I have never been in such a season when I felt so intensely dependent on God.
Where I wake up every morning and the first thing on my mind is how much I need Him in every single moment of my today.
Generally I don't like to feel out of my depth. To be honest I have always played it safe, only taking on things I know I can handle and if it turns out I actually can't not showing that as a weakness or asking for help. If I say I'll do something I like to do it, regardless if the cost to me.
It's probably a bit of a pride thing, I like to be good at what I am doing and I like to keep my word.
This season is nothing like that.
I said yes to too much knowing that I could not do it on my own.
I said yes because God told me to and I trust him.
It has been the hardest thing I have ever done.
I stepped into it with no idea what it would look like and once I did that I realized I have absolutely no idea what I am doing.
*queue panic*
I have never been a Mum before.
I do not know how to raise Two children.
I cannot do this and everything else I already do.
I can't Love them enough.
I can't spread myself this thin.
I cannot be enough for them.
Never have I needed to cling to God for every single tiny little thing.
And when I did this he said this
"you're not enough and that's ok"
I was floored.
Because I want to be enough, I want to do it all and do it all the best I can and I can't.

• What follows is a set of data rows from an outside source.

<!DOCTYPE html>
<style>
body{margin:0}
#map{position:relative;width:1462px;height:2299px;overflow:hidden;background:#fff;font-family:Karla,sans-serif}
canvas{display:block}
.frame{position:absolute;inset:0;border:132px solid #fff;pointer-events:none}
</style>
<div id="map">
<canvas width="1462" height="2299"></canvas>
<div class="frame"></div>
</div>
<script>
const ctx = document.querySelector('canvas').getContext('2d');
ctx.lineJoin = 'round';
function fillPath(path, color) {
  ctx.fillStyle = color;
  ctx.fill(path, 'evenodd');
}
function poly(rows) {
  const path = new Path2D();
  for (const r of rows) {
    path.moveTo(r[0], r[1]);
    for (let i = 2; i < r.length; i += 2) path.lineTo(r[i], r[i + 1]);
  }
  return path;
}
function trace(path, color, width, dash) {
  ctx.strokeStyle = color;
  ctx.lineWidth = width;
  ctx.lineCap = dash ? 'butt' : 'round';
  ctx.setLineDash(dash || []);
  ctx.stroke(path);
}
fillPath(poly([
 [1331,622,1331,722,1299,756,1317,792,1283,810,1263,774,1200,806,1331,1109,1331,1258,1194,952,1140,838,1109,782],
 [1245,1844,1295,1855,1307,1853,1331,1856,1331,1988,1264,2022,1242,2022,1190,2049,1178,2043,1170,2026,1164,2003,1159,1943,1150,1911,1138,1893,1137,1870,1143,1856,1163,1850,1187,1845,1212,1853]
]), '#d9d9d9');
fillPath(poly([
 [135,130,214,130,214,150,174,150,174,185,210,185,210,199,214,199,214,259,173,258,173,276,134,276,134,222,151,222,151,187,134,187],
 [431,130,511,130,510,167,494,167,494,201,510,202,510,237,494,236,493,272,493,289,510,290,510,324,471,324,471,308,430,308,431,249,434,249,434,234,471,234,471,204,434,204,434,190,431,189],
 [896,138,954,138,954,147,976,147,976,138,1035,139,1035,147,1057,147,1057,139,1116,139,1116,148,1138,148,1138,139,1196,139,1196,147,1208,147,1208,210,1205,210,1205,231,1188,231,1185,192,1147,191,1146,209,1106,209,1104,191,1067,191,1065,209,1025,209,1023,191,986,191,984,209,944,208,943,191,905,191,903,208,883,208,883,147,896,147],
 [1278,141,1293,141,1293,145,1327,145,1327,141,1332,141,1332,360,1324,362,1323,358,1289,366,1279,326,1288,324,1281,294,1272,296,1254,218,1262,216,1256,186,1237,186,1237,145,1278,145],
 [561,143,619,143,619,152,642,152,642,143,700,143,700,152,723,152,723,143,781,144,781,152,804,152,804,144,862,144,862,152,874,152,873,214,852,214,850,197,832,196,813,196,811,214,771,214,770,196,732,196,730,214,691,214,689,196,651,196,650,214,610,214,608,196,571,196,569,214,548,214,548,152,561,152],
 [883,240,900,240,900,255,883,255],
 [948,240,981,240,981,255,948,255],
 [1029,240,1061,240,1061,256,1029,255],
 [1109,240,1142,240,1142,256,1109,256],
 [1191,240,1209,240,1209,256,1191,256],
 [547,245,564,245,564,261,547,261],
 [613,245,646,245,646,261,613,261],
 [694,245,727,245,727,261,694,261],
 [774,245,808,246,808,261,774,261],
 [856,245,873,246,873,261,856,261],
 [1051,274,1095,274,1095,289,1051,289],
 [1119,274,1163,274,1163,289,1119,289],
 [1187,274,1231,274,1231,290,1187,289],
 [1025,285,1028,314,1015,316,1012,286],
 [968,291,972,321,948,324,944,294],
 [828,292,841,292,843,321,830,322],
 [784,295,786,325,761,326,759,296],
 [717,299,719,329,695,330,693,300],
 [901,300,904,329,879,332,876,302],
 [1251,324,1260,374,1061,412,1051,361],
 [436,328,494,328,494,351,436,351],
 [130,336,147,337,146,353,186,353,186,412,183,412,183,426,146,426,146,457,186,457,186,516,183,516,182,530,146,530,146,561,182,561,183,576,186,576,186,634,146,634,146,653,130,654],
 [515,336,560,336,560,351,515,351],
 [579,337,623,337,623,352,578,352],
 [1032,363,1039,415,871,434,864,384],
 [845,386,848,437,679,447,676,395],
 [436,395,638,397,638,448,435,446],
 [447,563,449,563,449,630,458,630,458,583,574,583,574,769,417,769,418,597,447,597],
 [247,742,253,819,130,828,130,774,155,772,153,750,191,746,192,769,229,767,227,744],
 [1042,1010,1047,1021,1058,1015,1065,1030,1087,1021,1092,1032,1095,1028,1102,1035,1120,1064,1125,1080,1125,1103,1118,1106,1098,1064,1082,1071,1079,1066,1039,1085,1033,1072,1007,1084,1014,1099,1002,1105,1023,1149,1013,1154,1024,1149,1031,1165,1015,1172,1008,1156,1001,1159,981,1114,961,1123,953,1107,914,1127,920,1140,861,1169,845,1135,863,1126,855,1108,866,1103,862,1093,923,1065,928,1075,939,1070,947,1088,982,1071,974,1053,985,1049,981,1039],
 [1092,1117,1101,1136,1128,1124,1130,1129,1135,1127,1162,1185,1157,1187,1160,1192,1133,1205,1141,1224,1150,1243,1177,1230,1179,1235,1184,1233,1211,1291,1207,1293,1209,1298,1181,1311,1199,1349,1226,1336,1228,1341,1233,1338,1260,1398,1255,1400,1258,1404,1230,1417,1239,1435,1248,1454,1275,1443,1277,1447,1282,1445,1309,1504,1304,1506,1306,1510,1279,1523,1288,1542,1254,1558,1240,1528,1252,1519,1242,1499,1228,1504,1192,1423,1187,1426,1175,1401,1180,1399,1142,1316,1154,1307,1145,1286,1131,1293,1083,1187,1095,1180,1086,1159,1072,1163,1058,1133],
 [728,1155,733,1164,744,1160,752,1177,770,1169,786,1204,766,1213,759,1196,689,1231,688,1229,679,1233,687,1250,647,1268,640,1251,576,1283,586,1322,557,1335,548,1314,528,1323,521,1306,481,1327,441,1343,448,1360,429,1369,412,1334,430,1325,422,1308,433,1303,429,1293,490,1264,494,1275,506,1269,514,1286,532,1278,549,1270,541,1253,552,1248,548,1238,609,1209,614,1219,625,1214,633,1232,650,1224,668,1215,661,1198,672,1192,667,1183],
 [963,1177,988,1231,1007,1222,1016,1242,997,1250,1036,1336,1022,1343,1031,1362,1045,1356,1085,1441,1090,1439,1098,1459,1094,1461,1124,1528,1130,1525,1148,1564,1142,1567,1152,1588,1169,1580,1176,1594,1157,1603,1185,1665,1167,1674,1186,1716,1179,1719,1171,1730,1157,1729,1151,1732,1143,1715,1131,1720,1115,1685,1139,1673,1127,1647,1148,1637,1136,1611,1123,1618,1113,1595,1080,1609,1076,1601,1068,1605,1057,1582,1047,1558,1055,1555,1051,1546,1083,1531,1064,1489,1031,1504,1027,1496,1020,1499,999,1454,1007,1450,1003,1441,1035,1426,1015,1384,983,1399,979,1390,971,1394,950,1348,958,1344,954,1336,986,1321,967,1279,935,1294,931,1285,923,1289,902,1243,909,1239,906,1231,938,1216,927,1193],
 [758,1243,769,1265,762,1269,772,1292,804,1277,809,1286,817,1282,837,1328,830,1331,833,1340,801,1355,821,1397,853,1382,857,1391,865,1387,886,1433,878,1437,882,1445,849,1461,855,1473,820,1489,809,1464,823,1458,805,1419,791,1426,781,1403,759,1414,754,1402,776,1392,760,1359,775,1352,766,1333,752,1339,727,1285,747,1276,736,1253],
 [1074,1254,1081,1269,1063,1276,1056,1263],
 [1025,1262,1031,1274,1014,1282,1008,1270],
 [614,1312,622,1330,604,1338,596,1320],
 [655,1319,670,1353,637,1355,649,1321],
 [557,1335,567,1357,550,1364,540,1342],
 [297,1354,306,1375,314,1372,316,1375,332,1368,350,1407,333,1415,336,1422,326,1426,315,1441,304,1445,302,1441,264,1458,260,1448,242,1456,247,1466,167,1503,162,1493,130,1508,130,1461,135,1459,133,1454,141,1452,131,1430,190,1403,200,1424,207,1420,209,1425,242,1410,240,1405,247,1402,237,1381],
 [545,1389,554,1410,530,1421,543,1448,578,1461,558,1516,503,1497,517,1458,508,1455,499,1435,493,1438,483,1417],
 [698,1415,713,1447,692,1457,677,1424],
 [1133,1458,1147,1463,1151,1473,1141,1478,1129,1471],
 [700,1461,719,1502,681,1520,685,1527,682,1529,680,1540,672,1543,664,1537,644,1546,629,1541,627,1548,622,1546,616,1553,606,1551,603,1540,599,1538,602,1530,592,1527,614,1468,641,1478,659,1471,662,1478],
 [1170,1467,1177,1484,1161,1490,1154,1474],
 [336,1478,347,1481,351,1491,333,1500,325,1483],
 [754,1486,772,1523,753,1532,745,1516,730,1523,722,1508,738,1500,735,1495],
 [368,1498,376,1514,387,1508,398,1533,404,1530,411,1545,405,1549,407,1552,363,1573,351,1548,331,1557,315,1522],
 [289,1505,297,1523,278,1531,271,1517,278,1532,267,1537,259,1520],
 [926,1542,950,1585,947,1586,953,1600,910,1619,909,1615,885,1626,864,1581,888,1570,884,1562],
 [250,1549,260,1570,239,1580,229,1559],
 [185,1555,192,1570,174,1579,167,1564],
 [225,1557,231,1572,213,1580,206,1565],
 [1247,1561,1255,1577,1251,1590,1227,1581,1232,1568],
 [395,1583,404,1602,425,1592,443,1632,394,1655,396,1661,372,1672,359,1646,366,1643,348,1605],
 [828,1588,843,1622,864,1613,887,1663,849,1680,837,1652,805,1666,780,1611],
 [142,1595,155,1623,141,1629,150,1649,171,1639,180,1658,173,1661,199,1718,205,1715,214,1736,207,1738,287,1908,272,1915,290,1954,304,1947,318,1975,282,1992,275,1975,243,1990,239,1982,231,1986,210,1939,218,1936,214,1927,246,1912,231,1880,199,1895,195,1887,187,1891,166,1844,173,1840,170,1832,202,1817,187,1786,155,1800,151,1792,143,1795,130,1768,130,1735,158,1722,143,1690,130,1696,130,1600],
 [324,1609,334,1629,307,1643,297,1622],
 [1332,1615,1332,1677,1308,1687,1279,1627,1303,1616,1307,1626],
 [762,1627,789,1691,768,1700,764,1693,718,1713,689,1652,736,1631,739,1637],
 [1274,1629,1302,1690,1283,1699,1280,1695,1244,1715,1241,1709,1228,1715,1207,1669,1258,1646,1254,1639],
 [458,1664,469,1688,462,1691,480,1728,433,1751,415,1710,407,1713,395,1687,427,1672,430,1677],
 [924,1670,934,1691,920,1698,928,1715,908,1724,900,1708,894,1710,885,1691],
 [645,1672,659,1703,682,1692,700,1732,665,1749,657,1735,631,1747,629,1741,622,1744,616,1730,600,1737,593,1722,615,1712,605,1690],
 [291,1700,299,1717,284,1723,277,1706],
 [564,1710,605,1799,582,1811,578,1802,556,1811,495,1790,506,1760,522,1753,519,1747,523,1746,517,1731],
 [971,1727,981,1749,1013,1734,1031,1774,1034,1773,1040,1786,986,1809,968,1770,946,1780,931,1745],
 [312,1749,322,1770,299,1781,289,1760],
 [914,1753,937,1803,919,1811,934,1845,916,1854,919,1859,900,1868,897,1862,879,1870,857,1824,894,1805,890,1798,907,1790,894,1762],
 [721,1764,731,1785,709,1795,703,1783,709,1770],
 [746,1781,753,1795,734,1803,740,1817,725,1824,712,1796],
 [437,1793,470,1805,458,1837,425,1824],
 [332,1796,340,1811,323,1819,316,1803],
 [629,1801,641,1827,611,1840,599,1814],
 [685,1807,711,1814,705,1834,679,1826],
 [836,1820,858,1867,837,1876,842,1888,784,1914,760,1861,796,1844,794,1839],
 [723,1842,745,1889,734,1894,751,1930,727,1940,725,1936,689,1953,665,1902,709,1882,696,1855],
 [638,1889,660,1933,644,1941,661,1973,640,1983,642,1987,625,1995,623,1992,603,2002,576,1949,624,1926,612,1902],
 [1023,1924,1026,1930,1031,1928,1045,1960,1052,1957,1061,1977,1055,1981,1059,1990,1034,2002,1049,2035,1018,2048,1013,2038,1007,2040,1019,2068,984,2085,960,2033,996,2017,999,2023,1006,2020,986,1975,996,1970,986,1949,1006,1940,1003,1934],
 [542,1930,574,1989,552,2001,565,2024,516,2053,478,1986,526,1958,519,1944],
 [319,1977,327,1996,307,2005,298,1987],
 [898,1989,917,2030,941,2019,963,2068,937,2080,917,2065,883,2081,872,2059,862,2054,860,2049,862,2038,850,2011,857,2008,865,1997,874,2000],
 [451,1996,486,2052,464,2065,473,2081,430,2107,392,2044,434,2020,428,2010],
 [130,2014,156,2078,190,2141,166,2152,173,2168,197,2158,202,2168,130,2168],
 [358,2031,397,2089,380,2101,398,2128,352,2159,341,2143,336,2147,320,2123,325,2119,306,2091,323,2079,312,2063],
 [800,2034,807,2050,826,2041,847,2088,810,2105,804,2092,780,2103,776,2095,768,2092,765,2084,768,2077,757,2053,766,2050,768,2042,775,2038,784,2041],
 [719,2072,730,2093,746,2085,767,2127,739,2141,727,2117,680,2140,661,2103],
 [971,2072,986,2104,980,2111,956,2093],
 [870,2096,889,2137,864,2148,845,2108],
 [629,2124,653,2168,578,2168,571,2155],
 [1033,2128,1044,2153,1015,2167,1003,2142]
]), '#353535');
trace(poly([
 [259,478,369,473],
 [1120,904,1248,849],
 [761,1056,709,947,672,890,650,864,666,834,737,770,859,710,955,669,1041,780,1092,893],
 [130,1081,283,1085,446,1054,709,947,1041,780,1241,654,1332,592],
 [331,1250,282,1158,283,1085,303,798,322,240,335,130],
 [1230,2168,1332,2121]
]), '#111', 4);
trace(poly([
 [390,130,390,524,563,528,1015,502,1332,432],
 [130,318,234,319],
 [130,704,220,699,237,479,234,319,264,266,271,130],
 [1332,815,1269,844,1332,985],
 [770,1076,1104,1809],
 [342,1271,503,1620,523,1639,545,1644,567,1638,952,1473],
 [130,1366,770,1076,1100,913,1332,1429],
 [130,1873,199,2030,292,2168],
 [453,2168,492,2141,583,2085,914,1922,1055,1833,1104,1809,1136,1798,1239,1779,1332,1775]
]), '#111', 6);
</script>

I felt fractured into a million pieces because I wanted to be able to spread myself so thin before I realized there is not enough of me to do this.
Before I realized everything in my life at this point needs more then I can give.
John 15:5 says “I am the vine, you are the branches. He who abides in Me, and I in him, bears much fruit; for without Me you can do nothing.
It's slightly abrupt but it's so true.
I cannot do this on my own.
The moment I step even slightly away from him, I am bound to stray.
The second I let go of his hand I have no idea where I am going.
If my eyes are not constantly on Him, I am blinded but the hugeness of this season.
So I do not want to abide anywhere else. I do not want to do this life any other way.
I am not enough.
That's becoming completely ok because He is and He always will be.